6. Scarlett

Scarlett

T he fire was lower as I made my way back, glowing embers and lazy sparks floating into the dark.

The others had drifted—some back to the house, some to the dock, some passed out on damp blankets under the stars. I should’ve followed. I should’ve done anything but pour another drink.

The tequila scorched all the way down, raw and wrong, but I liked the way it burned. Something inside me finally matching what I was feeling. My skin was hot, my thoughts loud. I could hear my heart in places I hadn’t before—throat, wrists, hips.

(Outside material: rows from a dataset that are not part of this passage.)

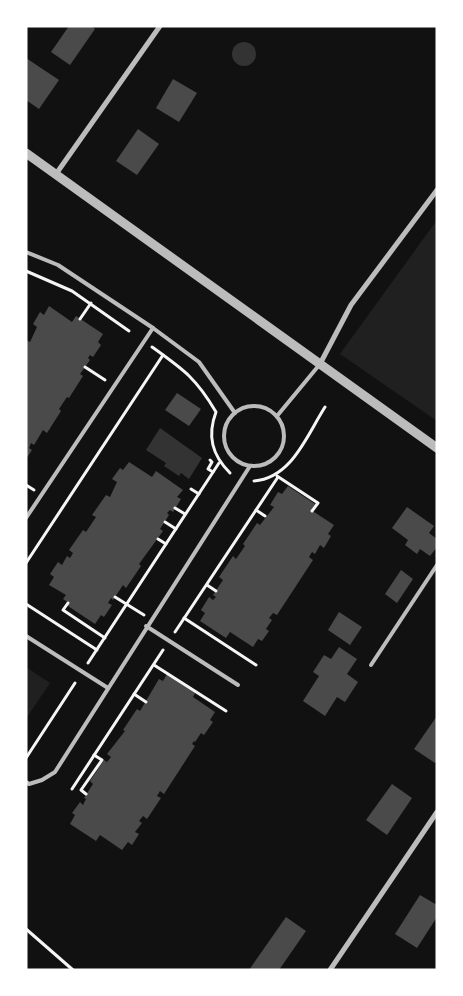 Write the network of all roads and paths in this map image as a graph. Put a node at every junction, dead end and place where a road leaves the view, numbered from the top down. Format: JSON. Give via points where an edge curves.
{"nodes":[{"id":1,"x":160,"y":26,"type":"edge"},
{"id":2,"x":26,"y":153,"type":"edge"},
{"id":3,"x":56,"y":174,"type":"junction"},
{"id":4,"x":437,"y":190,"type":"edge"},
{"id":5,"x":26,"y":252,"type":"edge"},
{"id":6,"x":26,"y":271,"type":"edge"},
{"id":7,"x":91,"y":303,"type":"junction"},
{"id":8,"x":80,"y":319,"type":"dead end"},
{"id":9,"x":153,"y":328,"type":"junction"},
{"id":10,"x":129,"y":331,"type":"dead end"},
{"id":11,"x":152,"y":347,"type":"dead end"},
{"id":12,"x":163,"y":355,"type":"junction"},
{"id":13,"x":320,"y":364,"type":"junction"},
{"id":14,"x":85,"y":367,"type":"dead end"},
{"id":15,"x":101,"y":378,"type":"dead end"},
{"id":16,"x":325,"y":407,"type":"dead end"},
{"id":17,"x":235,"y":413,"type":"junction"},
{"id":18,"x":277,"y":416,"type":"junction"},
{"id":19,"x":437,"y":448,"type":"edge"},
{"id":20,"x":210,"y":460,"type":"dead end"},
{"id":21,"x":219,"y":463,"type":"junction"},
{"id":22,"x":250,"y":466,"type":"junction"},
{"id":23,"x":213,"y":472,"type":"junction"},
{"id":24,"x":230,"y":473,"type":"dead end"},
{"id":25,"x":277,"y":476,"type":"junction"},
{"id":26,"x":254,"y":481,"type":"dead end"},
{"id":27,"x":191,"y":489,"type":"dead end"},
{"id":28,"x":199,"y":494,"type":"junction"},
{"id":29,"x":175,"y":508,"type":"dead end"},
{"id":30,"x":256,"y":510,"type":"junction"},
{"id":31,"x":312,"y":511,"type":"dead end"},
{"id":32,"x":185,"y":514,"type":"junction"},
{"id":33,"x":265,"y":516,"type":"dead end"},
{"id":34,"x":26,"y":518,"type":"edge"},
{"id":35,"x":165,"y":522,"type":"dead end"},
{"id":36,"x":176,"y":529,"type":"junction"},
{"id":37,"x":158,"y":539,"type":"dead end"},
{"id":38,"x":166,"y":544,"type":"junction"},
{"id":39,"x":26,"y":563,"type":"edge"},
{"id":40,"x":437,"y":565,"type":"edge"},
{"id":41,"x":207,"y":585,"type":"junction"},
{"id":42,"x":216,"y":591,"type":"dead end"},
{"id":43,"x":115,"y":597,"type":"dead end"},
{"id":44,"x":68,"y":603,"type":"dead end"},
{"id":45,"x":26,"y":604,"type":"edge"},
{"id":46,"x":127,"y":604,"type":"junction"},
{"id":47,"x":141,"y":613,"type":"dead end"},
{"id":48,"x":184,"y":618,"type":"junction"},
{"id":49,"x":146,"y":626,"type":"junction"},
{"id":50,"x":175,"y":632,"type":"dead end"},
{"id":51,"x":26,"y":636,"type":"edge"},
{"id":52,"x":105,"y":638,"type":"junction"},
{"id":53,"x":97,"y":650,"type":"junction"},
{"id":54,"x":163,"y":650,"type":"dead end"},
{"id":55,"x":88,"y":664,"type":"dead end"},
{"id":56,"x":154,"y":665,"type":"junction"},
{"id":57,"x":256,"y":665,"type":"dead end"},
{"id":58,"x":371,"y":665,"type":"dead end"},
{"id":59,"x":75,"y":683,"type":"dead end"},
{"id":60,"x":238,"y":685,"type":"dead end"},
{"id":61,"x":108,"y":688,"type":"junction"},
{"id":62,"x":134,"y":694,"type":"junction"},
{"id":63,"x":146,"y":702,"type":"dead end"},
{"id":64,"x":226,"y":711,"type":"dead end"},
{"id":65,"x":94,"y":755,"type":"junction"},
{"id":66,"x":26,"y":758,"type":"edge"},
{"id":67,"x":26,"y":782,"type":"edge"},
{"id":68,"x":72,"y":789,"type":"dead end"},
{"id":69,"x":86,"y":794,"type":"dead end"},
{"id":70,"x":437,"y":812,"type":"edge"},
{"id":71,"x":26,"y":929,"type":"edge"},
{"id":72,"x":73,"y":970,"type":"edge"},
{"id":73,"x":330,"y":970,"type":"edge"}],
"edges":[{"from":1,"to":3,"type":"street"},
{"from":2,"to":3,"type":"street"},
{"from":3,"to":13,"type":"street"},
{"from":4,"to":13,"type":"street","via":[[351,305]]},
{"from":5,"to":9,"type":"lane","via":[[58,265]]},
{"from":6,"to":7,"type":"path"},
{"from":7,"to":8,"type":"path"},
{"from":7,"to":10,"type":"path"},
{"from":9,"to":17,"type":"lane","via":[[199,362]]},
{"from":9,"to":34,"type":"lane"},
{"from":11,"to":12,"type":"path"},
{"from":12,"to":21,"type":"path","via":[[193,378],[216,412],[211,438]]},
{"from":12,"to":39,"type":"path"},
{"from":13,"to":18,"type":"lane"},
{"from":13,"to":19,"type":"street"},
{"from":14,"to":15,"type":"path"},
{"from":16,"to":25,"type":"path","via":[[292,459]]},
{"from":17,"to":18,"type":"lane","via":[[252,406],[270,410]]},
{"from":17,"to":22,"type":"lane","via":[[225,429],[226,447],[240,463]]},
{"from":18,"to":22,"type":"lane","via":[[283,425],[283,446],[270,462]]},
{"from":20,"to":23,"type":"path","via":[[208,469]]},
{"from":21,"to":23,"type":"path"},
{"from":21,"to":24,"type":"path"},
{"from":22,"to":49,"type":"lane"},
{"from":23,"to":28,"type":"path"},
{"from":25,"to":26,"type":"path"},
{"from":25,"to":30,"type":"path"},
{"from":25,"to":31,"type":"path","via":[[318,503]]},
{"from":27,"to":28,"type":"path"},
{"from":28,"to":32,"type":"path"},
{"from":29,"to":32,"type":"path"},
{"from":30,"to":33,"type":"path"},
{"from":30,"to":41,"type":"path"},
{"from":32,"to":36,"type":"path"},
{"from":35,"to":36,"type":"path"},
{"from":36,"to":38,"type":"path"},
{"from":37,"to":38,"type":"path"},
{"from":38,"to":46,"type":"path"},
{"from":40,"to":58,"type":"lane"},
{"from":41,"to":42,"type":"path"},
{"from":41,"to":48,"type":"path"},
{"from":43,"to":46,"type":"path"},
{"from":44,"to":52,"type":"path","via":[[63,610]]},
{"from":45,"to":53,"type":"path"},
{"from":46,"to":47,"type":"path"},
{"from":46,"to":52,"type":"path"},
{"from":48,"to":50,"type":"path"},
{"from":48,"to":57,"type":"path"},
{"from":49,"to":60,"type":"lane"},
{"from":49,"to":61,"type":"lane"},
{"from":51,"to":61,"type":"lane"},
{"from":52,"to":53,"type":"path"},
{"from":53,"to":55,"type":"path"},
{"from":54,"to":56,"type":"path"},
{"from":56,"to":62,"type":"path"},
{"from":56,"to":64,"type":"path"},
{"from":59,"to":66,"type":"path"},
{"from":61,"to":67,"type":"lane","via":[[55,772],[42,780]]},
{"from":62,"to":63,"type":"path"},
{"from":62,"to":65,"type":"path"},
{"from":65,"to":68,"type":"path"},
{"from":65,"to":69,"type":"path","via":[[102,760],[81,790]]},
{"from":70,"to":73,"type":"street"},
{"from":71,"to":72,"type":"path"}]}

Trace sat down across from me; the bottle of beer barely touched in his hand. The fire casting shadows on his face made the tattoos on his arms flicker—alive in the dark.

Whatever was between us pulsed alive in the look he gave—him on the edge of speaking, me already bleeding.

“Still drinking?” he asked, voice quiet.

“Still watching?”

His mouth twitched, almost a smile.

I tilted my head, bold in a way I knew I’d regret. “What — no ‘Careful, Sunshine’ this time?” My voice came out sharper than I meant.

He shook his head once, slow. “You’ve always enjoyed playing with fire, Sunshine. Figured you didn’t need a warning.”

I leaned forward, elbows on my knees, eyes locked on his. “Maybe I like getting burned.”

Silence stretched between us—hot and thick. Full of everything we weren’t saying.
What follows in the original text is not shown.